Full-back is one position that I have a lot of vested interest in. Cork Con man Shane Daly has been called up to the Irish camp for the first time in his young career along with Hugo Keenan in an attempt to fill the void left by the aerial genius, Rob Kearney.
Jordan Larmour is out of contention following a dislocated shoulder in Italy last weekend. It looks like Andrew Conway will still be competing for his place on the wing considering he hasn’t played with Munster at full-back. Jacob Stockdale is probably the most experienced back three player who is currently spending the most time at full-back so it may be his time to experiment in the green No 15 jersey.
However, I’m openly biased in my support of Daly for a long-term claim at the full-back spot. I have been lucky enough to coach Shane in the last few years, although I can’t claim to have made the biggest impact on his career.
Physically strong and exciting in possession, Shane was already firmly on the path to Irish honours by the time I was able to share my opinions on the game with him. There was always a sense of excitement when he came back to his club in an attempt to help us on the way to AIL titles. He has it all to step up to the next level, confidence included. I wouldn’t have been the only one touting him as Cork's next Irish international.
He has some stiff competition from Leinster’s Keenan who would be looked at in a similar light in the capital. I’d love to see a straight shootout between the two young guns for the position but both have only just experienced their first taste of international camp, which I can only assume is overwhelming in terms of the level of detail and intensity it takes to get to international level.

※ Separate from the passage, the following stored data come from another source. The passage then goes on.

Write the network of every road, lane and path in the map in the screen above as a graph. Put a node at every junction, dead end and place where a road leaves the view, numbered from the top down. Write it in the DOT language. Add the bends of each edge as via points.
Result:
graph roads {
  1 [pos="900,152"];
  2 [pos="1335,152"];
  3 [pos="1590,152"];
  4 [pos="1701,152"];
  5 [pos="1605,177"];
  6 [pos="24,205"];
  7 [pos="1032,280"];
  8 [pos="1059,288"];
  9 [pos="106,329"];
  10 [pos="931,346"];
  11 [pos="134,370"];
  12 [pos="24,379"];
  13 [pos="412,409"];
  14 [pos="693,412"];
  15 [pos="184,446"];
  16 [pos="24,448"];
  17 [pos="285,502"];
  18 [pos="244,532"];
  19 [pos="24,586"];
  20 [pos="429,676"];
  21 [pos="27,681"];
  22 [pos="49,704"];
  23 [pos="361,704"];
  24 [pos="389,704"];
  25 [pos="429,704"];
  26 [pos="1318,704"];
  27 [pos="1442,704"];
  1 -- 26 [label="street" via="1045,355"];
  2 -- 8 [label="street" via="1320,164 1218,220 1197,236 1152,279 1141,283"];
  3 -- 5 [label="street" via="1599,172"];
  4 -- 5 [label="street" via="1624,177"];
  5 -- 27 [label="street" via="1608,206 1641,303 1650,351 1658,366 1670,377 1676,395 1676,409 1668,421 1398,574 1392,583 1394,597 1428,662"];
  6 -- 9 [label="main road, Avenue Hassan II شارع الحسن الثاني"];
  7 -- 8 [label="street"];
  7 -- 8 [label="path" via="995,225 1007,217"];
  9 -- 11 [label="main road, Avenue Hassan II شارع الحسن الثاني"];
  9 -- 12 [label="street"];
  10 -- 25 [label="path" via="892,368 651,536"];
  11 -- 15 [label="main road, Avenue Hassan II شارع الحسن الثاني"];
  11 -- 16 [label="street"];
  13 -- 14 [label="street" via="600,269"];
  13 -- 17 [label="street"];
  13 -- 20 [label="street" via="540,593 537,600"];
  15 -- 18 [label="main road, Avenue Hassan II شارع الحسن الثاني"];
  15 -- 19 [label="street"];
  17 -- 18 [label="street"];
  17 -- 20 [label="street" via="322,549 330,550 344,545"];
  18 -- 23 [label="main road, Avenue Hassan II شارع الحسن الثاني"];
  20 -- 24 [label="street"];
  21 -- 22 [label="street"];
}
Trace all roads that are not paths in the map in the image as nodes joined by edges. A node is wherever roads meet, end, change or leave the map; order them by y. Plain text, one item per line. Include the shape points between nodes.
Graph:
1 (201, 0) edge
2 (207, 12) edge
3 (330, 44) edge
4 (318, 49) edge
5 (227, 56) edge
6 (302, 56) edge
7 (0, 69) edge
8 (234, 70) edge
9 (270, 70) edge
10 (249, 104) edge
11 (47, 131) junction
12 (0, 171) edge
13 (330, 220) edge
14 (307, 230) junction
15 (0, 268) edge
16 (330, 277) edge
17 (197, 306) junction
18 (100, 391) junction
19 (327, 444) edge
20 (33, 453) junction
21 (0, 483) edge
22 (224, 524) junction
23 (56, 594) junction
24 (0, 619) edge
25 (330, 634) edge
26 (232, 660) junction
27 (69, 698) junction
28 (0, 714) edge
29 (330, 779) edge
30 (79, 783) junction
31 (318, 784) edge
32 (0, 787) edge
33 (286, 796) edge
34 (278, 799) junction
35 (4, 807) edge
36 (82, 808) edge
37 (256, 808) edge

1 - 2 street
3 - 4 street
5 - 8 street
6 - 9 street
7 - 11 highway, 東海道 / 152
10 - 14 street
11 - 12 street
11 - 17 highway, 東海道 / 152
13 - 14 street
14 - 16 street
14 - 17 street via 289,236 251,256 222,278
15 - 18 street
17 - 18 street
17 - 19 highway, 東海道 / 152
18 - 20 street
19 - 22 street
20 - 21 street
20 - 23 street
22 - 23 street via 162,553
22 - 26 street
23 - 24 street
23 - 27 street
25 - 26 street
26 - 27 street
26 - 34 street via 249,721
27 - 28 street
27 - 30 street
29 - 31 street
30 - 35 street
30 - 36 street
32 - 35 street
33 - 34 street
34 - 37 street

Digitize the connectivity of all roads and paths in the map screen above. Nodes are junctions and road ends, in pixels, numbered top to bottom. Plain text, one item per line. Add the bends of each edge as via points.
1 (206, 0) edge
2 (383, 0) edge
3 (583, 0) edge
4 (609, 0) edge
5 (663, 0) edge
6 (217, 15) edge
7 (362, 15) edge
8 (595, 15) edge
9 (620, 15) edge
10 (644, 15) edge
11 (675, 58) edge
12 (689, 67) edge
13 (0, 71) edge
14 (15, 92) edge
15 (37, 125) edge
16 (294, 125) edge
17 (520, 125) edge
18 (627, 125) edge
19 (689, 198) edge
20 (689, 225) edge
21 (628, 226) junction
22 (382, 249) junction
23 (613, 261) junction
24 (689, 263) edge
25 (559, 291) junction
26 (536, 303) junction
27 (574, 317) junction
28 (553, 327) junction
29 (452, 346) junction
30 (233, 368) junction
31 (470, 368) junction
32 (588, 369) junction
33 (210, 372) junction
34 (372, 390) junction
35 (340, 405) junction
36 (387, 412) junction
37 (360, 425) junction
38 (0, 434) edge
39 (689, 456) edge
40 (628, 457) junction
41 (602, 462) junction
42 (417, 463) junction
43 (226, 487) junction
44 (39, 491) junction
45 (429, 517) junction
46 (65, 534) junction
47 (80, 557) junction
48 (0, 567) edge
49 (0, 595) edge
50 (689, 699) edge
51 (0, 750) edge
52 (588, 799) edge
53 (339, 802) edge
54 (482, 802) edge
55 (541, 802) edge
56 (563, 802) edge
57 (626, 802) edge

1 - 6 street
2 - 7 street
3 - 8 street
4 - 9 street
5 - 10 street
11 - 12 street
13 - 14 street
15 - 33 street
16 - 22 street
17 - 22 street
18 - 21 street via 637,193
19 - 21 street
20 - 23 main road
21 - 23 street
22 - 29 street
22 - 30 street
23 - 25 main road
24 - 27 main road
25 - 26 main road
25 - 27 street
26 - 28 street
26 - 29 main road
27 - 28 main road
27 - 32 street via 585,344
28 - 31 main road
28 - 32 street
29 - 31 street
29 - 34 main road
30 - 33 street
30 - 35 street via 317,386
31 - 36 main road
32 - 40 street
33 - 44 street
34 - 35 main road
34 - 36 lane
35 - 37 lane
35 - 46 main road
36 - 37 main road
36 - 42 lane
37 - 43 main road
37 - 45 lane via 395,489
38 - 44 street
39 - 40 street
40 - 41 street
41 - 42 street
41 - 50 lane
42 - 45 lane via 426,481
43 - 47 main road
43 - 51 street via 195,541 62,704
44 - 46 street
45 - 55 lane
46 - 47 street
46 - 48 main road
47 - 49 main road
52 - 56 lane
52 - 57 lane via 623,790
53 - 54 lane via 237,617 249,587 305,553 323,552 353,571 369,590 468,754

In saying that, the Irish squad included 16 backs. Three of those play at scrum-half, three at out-half, five centres and five back-three players. Now that Larmour is set to miss the game, Farrell may need to include both players in the match-day squad or play someone else slightly out of position.
Nonetheless, it is my first experience as a coach getting to see a player that has come through the club taking the step up to the top tier of rugby.
It may be a level below international rugby, but it was a similar experience seeing Alex McHenry making his professional debut for Munster last weekend. Alex is another prospect that has come through Cork Constitution and a guy that I have been able to share a lot of coaching conversations with in the last two to three years.
Coaching allows you to experience many opinions, personalities and variables that will test you at each session. I am still learning and growing in my role but one thing that I have learned is that your leadership is much different than that as a player. It is a lot about empowering and much less about being a dictator.
The more information you give to a team, the more they switch off and the less work they have to do in preparation for what’s coming up next. Some bit through the start of last season I realised you can stifle the players when everything comes from you and less from them.
There’s a fine line between facilitation and preparedness. You want the players to get enough of an insight that will stimulate their own thoughts and decision making, but not so little that you don’t achieve a level of preparedness that will allow them to express themselves and win the game.
The minute you struggle in a game with an approach like that you’ll feel like you have let the team down from a coaching point of view. That you didn’t work hard enough. It doesn’t mean that you didn’t do the work, you just don’t have to share every thought that you had on the pre-match analysis. You have to leave some pictures and situations open to interpretation on the players part. If they are good enough they will take that information and put their own spin on it.
The players don’t always have to agree with you either. You should be encouraging the players to challenge you, to see the play from a different perspective and have the confidence to discuss that with you. However, if the team loses its way you have to be the one with the final say, get things back on track and work your way back to being a facilitator from dictator.
Admittedly, it is much easier to do when you have a group of players that have the ability to move on the bigger heights. Alex and Shane are just two examples that have come through the club in recent times, with a few more on the cusp of pushing on and others that have come back from professional experiences.
Coaching has always intrigued me. The fact that I can share opinions and information that guys would listen to. When I started coaching there were a good few guys older than me, fellas that I played with, professional players coming back for a game or two and still there’s an element of respect there. Players want to learn and they appreciate a set of eyes outside of their subjective view.
A good coach will be able to change their level of communication for the players in front of them. You should be able to adapt the same information to a different level of understanding. But much like any other form of coaching, you only get to speak about the finer details when players have the ability to understand. There’s no point in moving on from the basics unless the players are ready for it.
Shane Daly is certainly a guy that can take his game to the next level if he is given the opportunity in the coming weeks.